Collected data:
++++++++++++++++++++

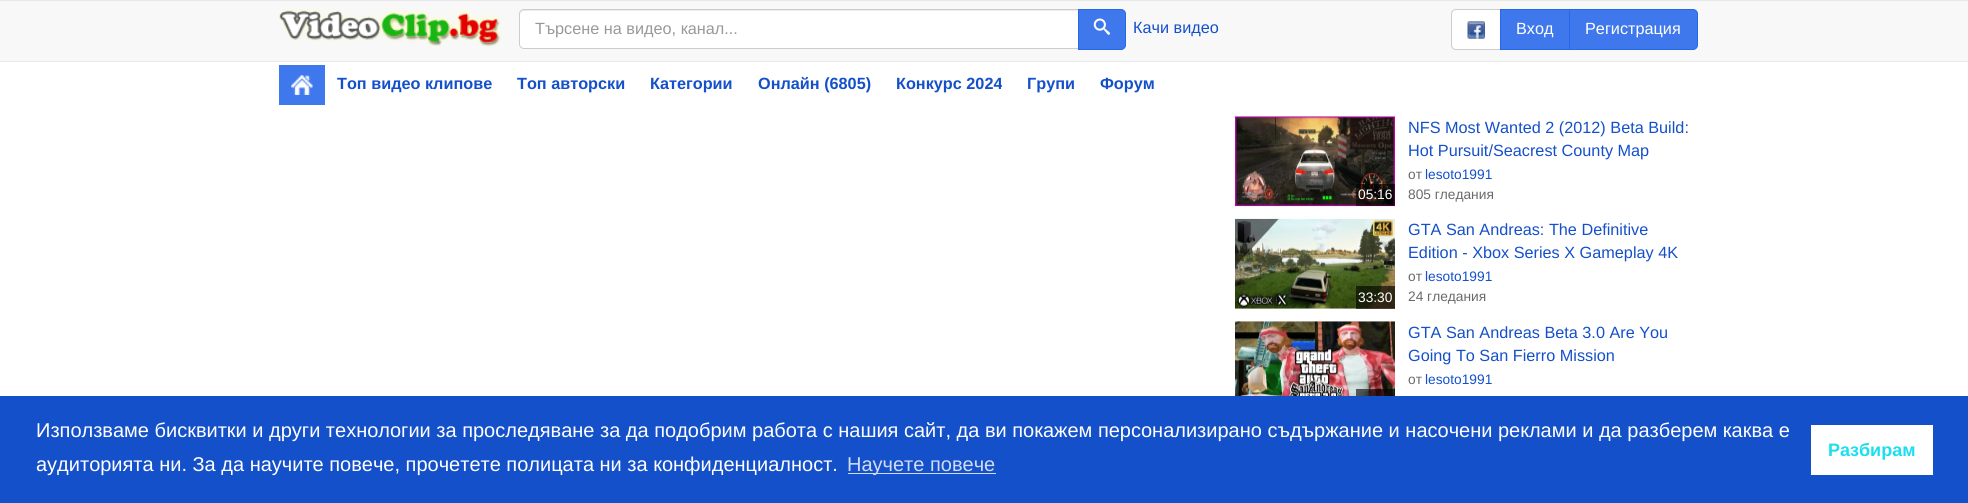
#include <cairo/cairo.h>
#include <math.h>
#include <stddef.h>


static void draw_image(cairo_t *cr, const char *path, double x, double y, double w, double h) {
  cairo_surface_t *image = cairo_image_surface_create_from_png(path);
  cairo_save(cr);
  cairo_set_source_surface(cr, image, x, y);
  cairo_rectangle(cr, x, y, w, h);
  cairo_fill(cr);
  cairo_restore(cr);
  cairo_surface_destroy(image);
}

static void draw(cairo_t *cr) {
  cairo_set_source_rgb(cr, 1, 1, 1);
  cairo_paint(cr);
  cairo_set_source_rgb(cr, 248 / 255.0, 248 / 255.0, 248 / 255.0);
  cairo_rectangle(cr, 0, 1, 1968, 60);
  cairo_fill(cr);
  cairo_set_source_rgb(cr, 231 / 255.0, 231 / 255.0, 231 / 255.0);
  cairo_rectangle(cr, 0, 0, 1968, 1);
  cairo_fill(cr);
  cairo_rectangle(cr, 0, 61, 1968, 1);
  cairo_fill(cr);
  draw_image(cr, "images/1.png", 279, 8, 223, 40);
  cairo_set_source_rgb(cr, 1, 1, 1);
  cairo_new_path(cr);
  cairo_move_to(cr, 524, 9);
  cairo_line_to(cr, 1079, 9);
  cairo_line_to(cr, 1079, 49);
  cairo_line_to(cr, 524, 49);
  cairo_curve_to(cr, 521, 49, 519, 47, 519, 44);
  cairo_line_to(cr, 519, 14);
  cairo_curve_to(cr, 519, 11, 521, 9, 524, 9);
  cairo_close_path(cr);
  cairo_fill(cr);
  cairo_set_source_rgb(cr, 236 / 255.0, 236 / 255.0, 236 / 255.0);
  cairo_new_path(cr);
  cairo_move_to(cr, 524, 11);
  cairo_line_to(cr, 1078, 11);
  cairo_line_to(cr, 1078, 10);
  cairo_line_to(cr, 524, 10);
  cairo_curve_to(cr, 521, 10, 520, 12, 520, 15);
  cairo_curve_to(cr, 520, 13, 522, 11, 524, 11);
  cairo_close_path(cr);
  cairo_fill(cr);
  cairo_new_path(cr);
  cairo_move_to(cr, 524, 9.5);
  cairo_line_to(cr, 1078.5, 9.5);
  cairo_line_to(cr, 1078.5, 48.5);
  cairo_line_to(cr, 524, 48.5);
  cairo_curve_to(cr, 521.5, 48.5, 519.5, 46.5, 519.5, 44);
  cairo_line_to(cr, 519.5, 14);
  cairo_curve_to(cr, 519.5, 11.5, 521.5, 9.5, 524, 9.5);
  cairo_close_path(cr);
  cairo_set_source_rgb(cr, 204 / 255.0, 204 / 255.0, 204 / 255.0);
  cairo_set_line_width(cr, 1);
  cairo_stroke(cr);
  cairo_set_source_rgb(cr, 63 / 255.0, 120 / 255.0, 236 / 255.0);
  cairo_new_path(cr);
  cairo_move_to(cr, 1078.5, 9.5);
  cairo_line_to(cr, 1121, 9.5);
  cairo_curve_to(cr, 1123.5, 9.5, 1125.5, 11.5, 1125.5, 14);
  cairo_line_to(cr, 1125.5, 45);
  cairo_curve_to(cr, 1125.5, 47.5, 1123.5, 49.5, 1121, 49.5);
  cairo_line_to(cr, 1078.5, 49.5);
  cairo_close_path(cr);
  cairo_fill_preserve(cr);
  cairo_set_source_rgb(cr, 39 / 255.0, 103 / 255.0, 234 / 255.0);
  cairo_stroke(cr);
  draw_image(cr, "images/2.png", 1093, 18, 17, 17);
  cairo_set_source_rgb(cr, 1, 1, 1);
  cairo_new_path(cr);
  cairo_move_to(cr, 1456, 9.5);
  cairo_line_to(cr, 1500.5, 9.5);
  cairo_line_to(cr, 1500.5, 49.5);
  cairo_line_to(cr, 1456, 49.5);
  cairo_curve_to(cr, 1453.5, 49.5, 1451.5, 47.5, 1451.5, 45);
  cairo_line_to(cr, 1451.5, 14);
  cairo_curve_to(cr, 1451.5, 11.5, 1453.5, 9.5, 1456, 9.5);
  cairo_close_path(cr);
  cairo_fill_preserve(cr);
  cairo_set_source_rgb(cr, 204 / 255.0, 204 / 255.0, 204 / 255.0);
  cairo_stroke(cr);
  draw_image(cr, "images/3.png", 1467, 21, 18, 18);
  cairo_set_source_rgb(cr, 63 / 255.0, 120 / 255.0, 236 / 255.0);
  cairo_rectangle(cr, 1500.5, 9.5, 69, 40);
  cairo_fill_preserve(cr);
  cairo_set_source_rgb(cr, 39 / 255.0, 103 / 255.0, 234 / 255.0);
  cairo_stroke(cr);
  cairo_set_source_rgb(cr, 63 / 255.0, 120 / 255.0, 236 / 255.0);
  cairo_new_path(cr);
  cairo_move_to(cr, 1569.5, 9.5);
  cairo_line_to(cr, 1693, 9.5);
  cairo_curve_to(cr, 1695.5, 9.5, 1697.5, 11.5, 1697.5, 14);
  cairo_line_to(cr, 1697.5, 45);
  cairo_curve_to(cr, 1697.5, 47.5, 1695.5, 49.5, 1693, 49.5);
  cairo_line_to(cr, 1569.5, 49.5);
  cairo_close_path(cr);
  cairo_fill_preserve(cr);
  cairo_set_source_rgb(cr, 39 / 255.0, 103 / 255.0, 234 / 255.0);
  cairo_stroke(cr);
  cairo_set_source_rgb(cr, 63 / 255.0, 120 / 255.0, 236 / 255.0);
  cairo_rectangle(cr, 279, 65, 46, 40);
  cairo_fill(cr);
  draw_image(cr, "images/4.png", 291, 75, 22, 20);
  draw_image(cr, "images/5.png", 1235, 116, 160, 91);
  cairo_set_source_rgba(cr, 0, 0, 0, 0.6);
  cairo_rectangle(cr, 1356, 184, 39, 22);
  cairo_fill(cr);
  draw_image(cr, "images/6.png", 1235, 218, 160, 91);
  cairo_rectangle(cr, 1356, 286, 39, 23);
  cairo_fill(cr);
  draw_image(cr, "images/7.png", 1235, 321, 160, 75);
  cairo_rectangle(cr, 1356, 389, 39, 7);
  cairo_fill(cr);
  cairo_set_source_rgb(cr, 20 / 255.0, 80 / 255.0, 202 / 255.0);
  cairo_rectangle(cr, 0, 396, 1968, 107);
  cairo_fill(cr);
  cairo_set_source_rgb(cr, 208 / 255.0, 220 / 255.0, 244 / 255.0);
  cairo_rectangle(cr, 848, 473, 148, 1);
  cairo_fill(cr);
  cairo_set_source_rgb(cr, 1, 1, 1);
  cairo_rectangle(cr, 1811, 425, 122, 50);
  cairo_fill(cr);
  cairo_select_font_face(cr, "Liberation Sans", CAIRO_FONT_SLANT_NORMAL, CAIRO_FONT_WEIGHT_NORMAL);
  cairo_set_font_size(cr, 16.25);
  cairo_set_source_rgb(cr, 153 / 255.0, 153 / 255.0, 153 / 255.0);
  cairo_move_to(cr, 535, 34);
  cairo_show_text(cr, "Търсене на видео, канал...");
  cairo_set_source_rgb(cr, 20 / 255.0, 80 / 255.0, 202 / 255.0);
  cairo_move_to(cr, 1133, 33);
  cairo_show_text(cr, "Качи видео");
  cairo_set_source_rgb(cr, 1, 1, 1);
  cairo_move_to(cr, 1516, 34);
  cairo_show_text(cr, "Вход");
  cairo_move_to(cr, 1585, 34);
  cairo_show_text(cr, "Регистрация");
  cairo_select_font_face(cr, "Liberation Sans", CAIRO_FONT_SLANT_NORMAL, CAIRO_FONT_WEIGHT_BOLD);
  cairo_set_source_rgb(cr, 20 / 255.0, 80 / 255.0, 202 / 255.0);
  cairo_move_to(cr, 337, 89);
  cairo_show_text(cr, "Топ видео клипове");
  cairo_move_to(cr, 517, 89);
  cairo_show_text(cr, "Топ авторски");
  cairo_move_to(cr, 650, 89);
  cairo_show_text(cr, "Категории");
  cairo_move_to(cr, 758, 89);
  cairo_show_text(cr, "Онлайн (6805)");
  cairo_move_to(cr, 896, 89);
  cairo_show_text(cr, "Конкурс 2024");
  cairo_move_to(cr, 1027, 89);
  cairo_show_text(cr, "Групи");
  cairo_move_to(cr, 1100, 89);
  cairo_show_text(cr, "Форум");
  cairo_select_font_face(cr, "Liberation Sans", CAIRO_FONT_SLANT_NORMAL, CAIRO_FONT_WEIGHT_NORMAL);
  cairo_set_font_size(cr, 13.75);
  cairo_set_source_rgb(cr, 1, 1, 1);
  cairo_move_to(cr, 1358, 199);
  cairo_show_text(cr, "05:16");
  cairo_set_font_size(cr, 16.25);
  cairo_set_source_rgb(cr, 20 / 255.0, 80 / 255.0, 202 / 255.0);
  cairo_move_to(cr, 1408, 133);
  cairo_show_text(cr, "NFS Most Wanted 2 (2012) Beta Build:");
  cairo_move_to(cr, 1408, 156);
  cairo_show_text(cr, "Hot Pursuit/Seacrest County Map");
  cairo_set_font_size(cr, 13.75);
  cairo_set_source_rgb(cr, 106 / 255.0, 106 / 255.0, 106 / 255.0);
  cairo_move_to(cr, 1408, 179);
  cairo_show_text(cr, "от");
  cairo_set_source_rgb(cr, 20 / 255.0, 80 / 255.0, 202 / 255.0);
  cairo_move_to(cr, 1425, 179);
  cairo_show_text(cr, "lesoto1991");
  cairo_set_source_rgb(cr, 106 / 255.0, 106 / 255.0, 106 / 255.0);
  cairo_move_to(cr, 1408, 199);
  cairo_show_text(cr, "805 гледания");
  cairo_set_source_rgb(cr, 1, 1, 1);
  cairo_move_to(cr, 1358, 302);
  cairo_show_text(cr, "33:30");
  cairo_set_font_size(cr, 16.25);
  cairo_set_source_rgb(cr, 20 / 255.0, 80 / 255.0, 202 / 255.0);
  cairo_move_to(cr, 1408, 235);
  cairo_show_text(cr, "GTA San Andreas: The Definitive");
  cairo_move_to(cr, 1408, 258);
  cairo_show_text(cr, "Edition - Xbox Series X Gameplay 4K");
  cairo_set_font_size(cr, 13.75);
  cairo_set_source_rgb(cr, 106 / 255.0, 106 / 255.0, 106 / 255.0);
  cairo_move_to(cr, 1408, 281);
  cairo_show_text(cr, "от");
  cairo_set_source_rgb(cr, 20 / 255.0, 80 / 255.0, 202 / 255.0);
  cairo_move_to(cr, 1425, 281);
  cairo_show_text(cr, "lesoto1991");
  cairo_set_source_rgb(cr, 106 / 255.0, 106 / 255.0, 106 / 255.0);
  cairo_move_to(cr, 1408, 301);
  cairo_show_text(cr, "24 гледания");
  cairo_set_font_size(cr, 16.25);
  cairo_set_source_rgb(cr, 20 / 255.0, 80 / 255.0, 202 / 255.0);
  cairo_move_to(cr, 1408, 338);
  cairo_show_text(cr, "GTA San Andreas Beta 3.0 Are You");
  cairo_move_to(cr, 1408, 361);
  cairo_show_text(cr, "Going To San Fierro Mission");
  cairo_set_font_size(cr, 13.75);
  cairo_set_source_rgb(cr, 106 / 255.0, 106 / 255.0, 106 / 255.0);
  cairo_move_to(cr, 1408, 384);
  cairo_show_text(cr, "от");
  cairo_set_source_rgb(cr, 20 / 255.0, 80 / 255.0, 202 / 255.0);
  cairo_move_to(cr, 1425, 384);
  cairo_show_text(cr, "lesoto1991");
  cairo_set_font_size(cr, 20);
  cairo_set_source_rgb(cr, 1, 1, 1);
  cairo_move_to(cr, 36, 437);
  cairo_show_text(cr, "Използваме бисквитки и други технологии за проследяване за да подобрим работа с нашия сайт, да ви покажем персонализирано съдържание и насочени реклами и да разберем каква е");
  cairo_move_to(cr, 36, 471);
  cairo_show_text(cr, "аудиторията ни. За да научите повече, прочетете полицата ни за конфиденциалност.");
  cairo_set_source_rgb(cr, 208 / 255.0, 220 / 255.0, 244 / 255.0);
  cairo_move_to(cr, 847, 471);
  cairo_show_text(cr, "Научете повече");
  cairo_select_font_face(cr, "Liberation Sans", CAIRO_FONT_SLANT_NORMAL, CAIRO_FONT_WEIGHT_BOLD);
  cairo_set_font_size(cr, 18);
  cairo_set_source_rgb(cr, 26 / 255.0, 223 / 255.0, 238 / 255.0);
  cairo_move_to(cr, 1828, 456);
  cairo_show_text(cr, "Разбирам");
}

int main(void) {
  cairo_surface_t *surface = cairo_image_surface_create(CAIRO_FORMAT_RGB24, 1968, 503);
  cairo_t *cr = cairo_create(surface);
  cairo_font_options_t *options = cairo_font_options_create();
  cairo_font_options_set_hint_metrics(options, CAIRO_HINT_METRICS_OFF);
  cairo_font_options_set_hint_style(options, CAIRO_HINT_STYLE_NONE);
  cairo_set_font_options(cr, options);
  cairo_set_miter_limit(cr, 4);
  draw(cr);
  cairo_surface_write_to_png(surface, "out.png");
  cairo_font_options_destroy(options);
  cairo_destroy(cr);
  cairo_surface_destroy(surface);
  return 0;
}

++++++++++++++++++++

PROBLEM: Copy out exactly the lines that run from the one holding "cairo_set_font_size(cr, 20);" through the end of the data above.

EXERCISE RESPONSE:
  cairo_set_font_size(cr, 20);
  cairo_set_source_rgb(cr, 1, 1, 1);
  cairo_move_to(cr, 36, 437);
  cairo_show_text(cr, "Използваме бисквитки и други технологии за проследяване за да подобрим работа с нашия сайт, да ви покажем персонализирано съдържание и насочени реклами и да разберем каква е");
  cairo_move_to(cr, 36, 471);
  cairo_show_text(cr, "аудиторията ни. За да научите повече, прочетете полицата ни за конфиденциалност.");
  cairo_set_source_rgb(cr, 208 / 255.0, 220 / 255.0, 244 / 255.0);
  cairo_move_to(cr, 847, 471);
  cairo_show_text(cr, "Научете повече");
  cairo_select_font_face(cr, "Liberation Sans", CAIRO_FONT_SLANT_NORMAL, CAIRO_FONT_WEIGHT_BOLD);
  cairo_set_font_size(cr, 18);
  cairo_set_source_rgb(cr, 26 / 255.0, 223 / 255.0, 238 / 255.0);
  cairo_move_to(cr, 1828, 456);
  cairo_show_text(cr, "Разбирам");
}

int main(void) {
  cairo_surface_t *surface = cairo_image_surface_create(CAIRO_FORMAT_RGB24, 1968, 503);
  cairo_t *cr = cairo_create(surface);
  cairo_font_options_t *options = cairo_font_options_create();
  cairo_font_options_set_hint_metrics(options, CAIRO_HINT_METRICS_OFF);
  cairo_font_options_set_hint_style(options, CAIRO_HINT_STYLE_NONE);
  cairo_set_font_options(cr, options);
  cairo_set_miter_limit(cr, 4);
  draw(cr);
  cairo_surface_write_to_png(surface, "out.png");
  cairo_font_options_destroy(options);
  cairo_destroy(cr);
  cairo_surface_destroy(surface);
  return 0;
}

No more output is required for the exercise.